Israel Shenker, (Jan. 6, 1925 - June 9, 2007) was a reporter for Time Magazine and The New York Times, a prolific interviewer, and an author of numerous books about language, lexicography, and Jewish life.

Shenker was born in Philadelphia on Jan. 6, 1925. Shenker enrolled at the University of Pennsylvania for college but interrupted his studies to serve with the Army Air Corps in World War II. Following his military service, he returned to Penn and completed his bachelor's degree in philosophy in 1947. Shenker then studied briefly at the Sorbonne in Paris before embarking on his career as a journalist.

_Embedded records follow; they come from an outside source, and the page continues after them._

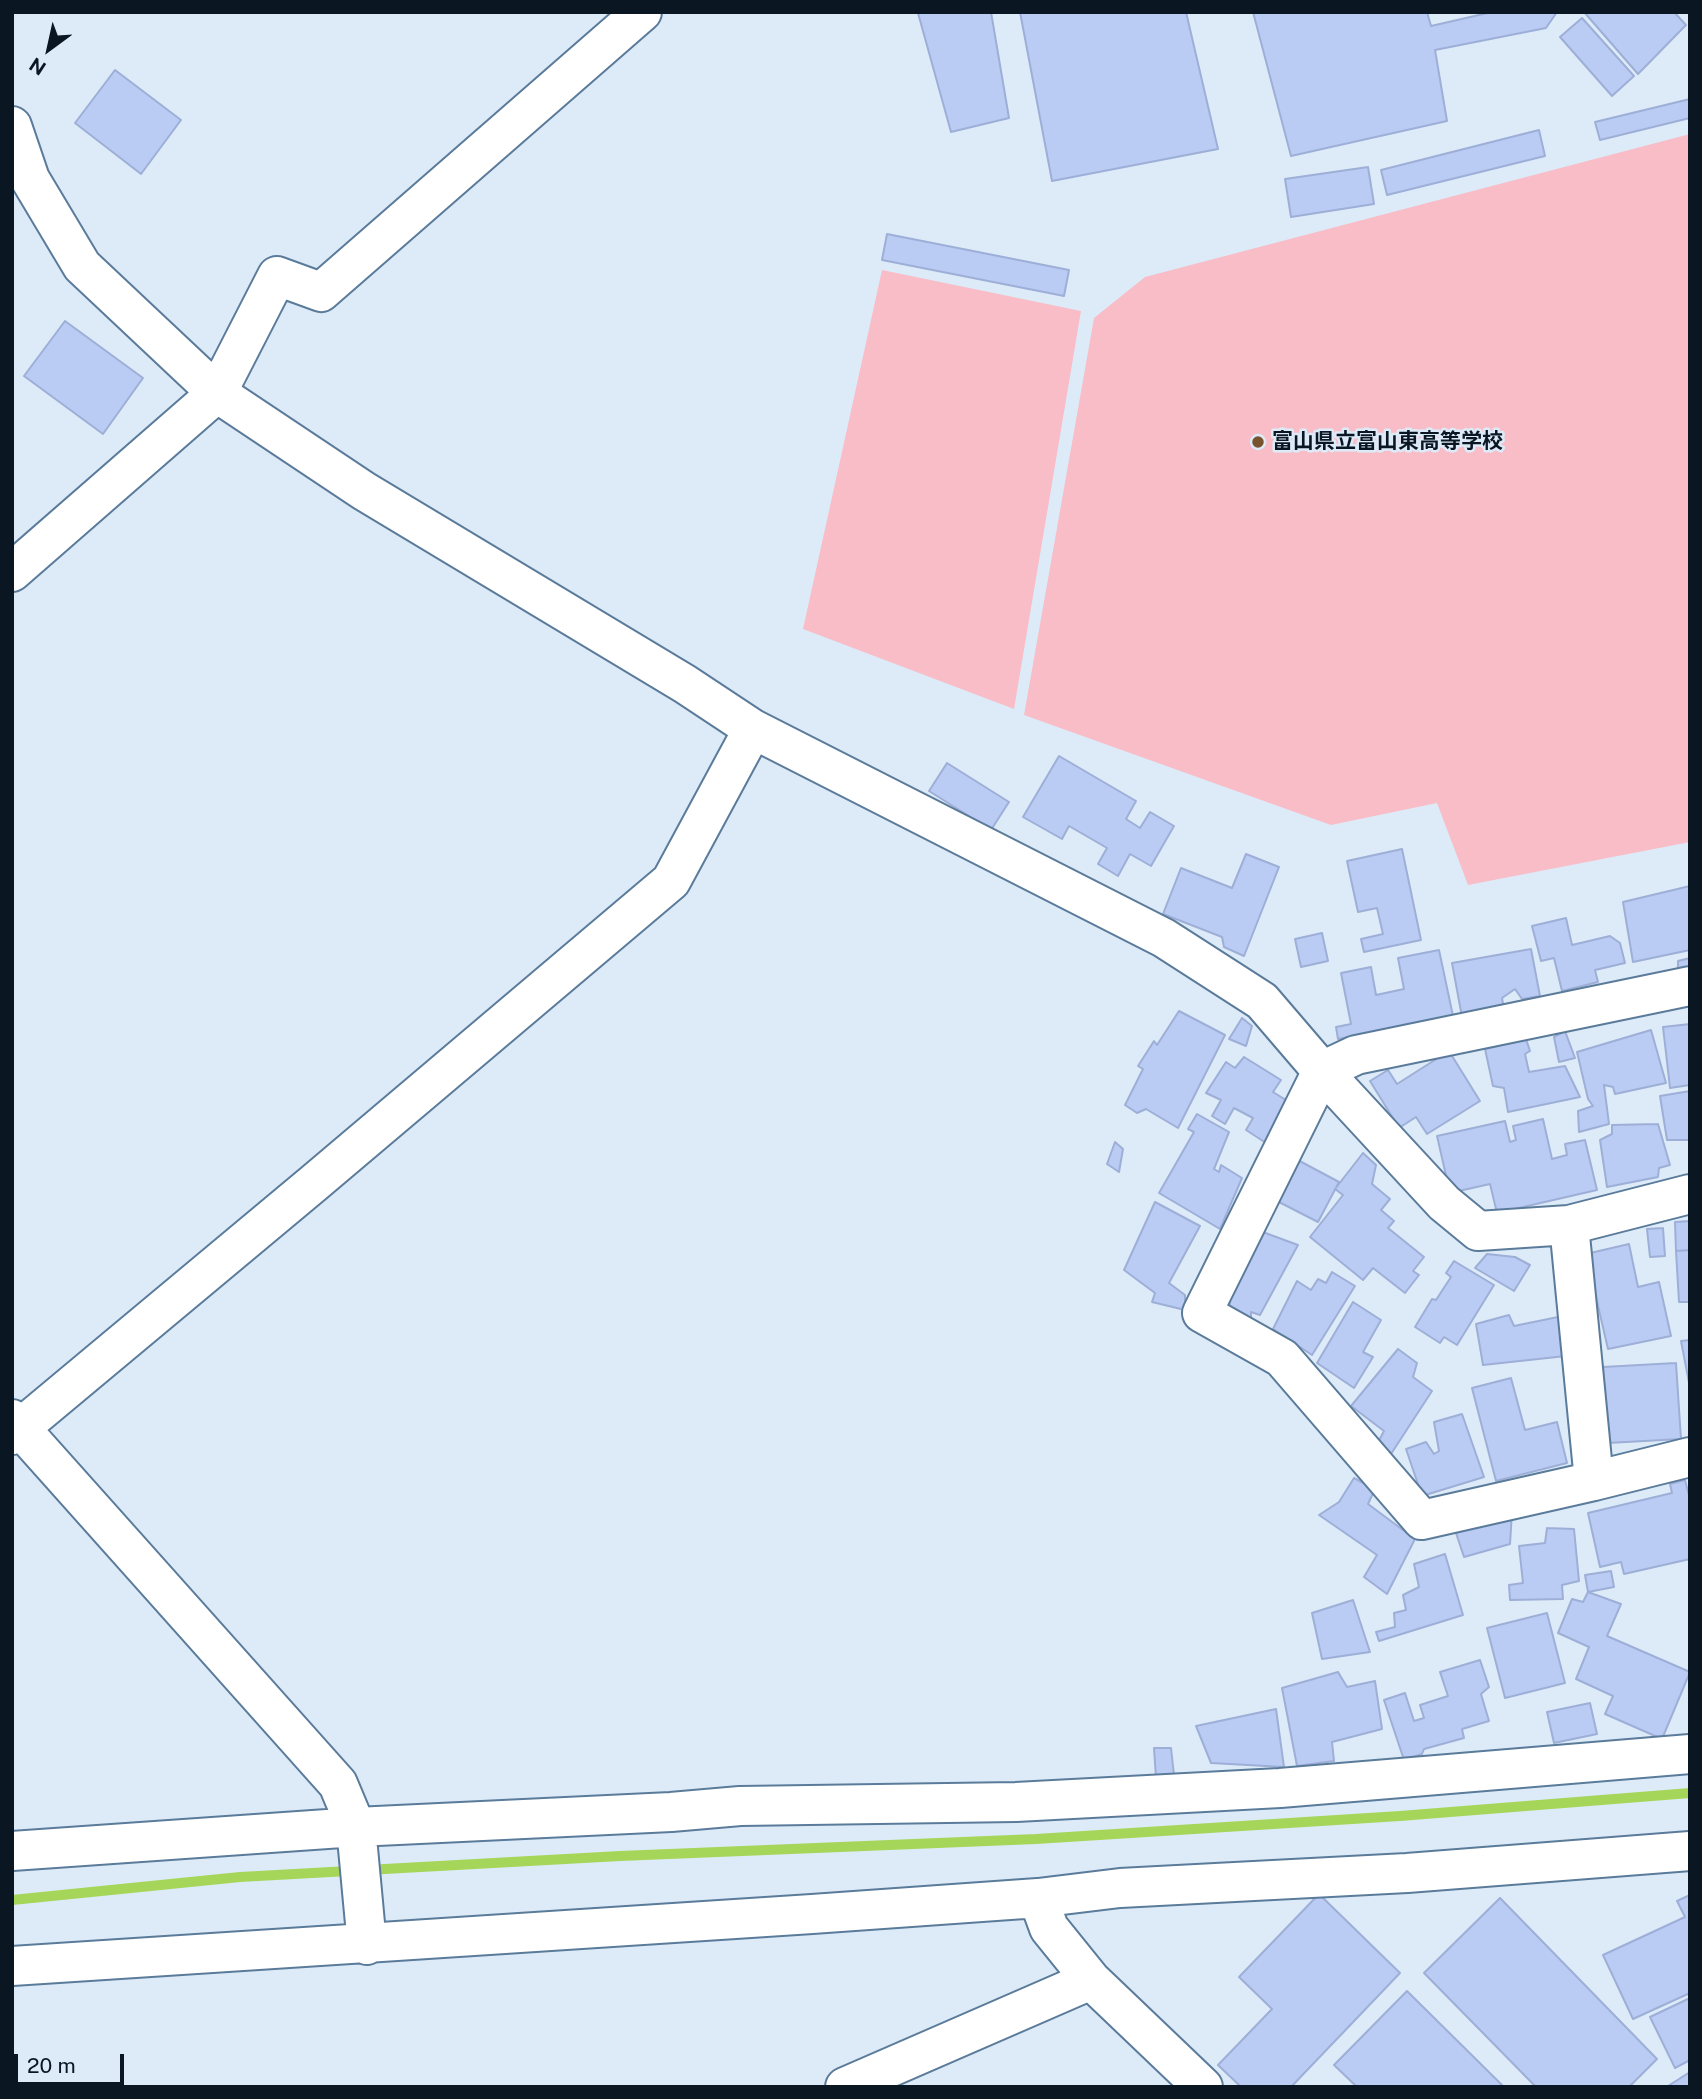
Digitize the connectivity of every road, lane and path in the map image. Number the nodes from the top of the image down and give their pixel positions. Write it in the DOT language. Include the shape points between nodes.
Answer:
graph roads {
  1 [pos="642,12"];
  2 [pos="12,126"];
  3 [pos="217,393"];
  4 [pos="12,572"];
  5 [pos="753,729"];
  6 [pos="1690,986"];
  7 [pos="1322,1071"];
  8 [pos="1690,1194"];
  9 [pos="1569,1225"];
  10 [pos="15,1427"];
  11 [pos="1690,1457"];
  12 [pos="1594,1482"];
  13 [pos="1690,1754"];
  14 [pos="356,1827"];
  15 [pos="12,1851"];
  16 [pos="1690,1851"];
  17 [pos="1038,1898"];
  18 [pos="367,1945"];
  19 [pos="12,1966"];
  20 [pos="1091,1980"];
  21 [pos="845,2087"];
  22 [pos="1203,2087"];
  1 -- 3 [label="street" via="321,292 277,276"];
  2 -- 3 [label="street" via="30,179 82,266"];
  3 -- 4 [label="street"];
  3 -- 5 [label="street" via="364,491"];
  5 -- 7 [label="street" via="1164,938 1262,1001"];
  5 -- 10 [label="street" via="671,881 314,1183"];
  6 -- 7 [label="street" via="1356,1055"];
  7 -- 9 [label="street" via="1444,1203 1478,1231"];
  7 -- 12 [label="street" via="1202,1314 1282,1358 1422,1520"];
  8 -- 9 [label="street"];
  9 -- 12 [label="street"];
  10 -- 14 [label="street" via="338,1784"];
  11 -- 12 [label="street"];
  13 -- 14 [label="street" via="1280,1788 1030,1801 740,1806"];
  14 -- 15 [label="street"];
  14 -- 18 [label="street"];
  16 -- 17 [label="street" via="1407,1873 1121,1888"];
  17 -- 18 [label="street"];
  17 -- 20 [label="street" via="1049,1928"];
  18 -- 19 [label="street"];
  20 -- 21 [label="street"];
  20 -- 22 [label="street"];
}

In 1951 Shenker married Mary Sagman, with whom he had two children named Susie and Mark. Following his retirement from journalism, the couple moved to Mary Shenker's native Scotland, where he continued to write. After her death in 2005 he moved to Israel, where his daughter lived. He died in Israel in 2007.

Shenker spent nearly 20 years as a Europe-based correspondent for Time Magazine, including serving as the magazine's Moscow reporter until the U.S.S.R. expelled him in 1964. From 1968 to 1979, Shenker was a reporter on the metropolitan staff of The New York Times. His true strengths as a reporter were on display in his profiles and interviews of interesting or prominent individuals. Among the notable figures he interviewed and profiled over the years were Isaac Asimov, Jorge Luis Borges, Fernand Braudel, Noam Chomsky, M. C. Escher, Al Hirschfeld, John Kenneth Galbraith, Graham Greene, Alf Landon, Marcel Marceau, Groucho Marx, Vladimir Nabokov, S. J. Perelman, Pablo Picasso, Menachem Mendel Schneerson, Isaac Bashevis Singer, and Aleksandr Solzhenitsyn.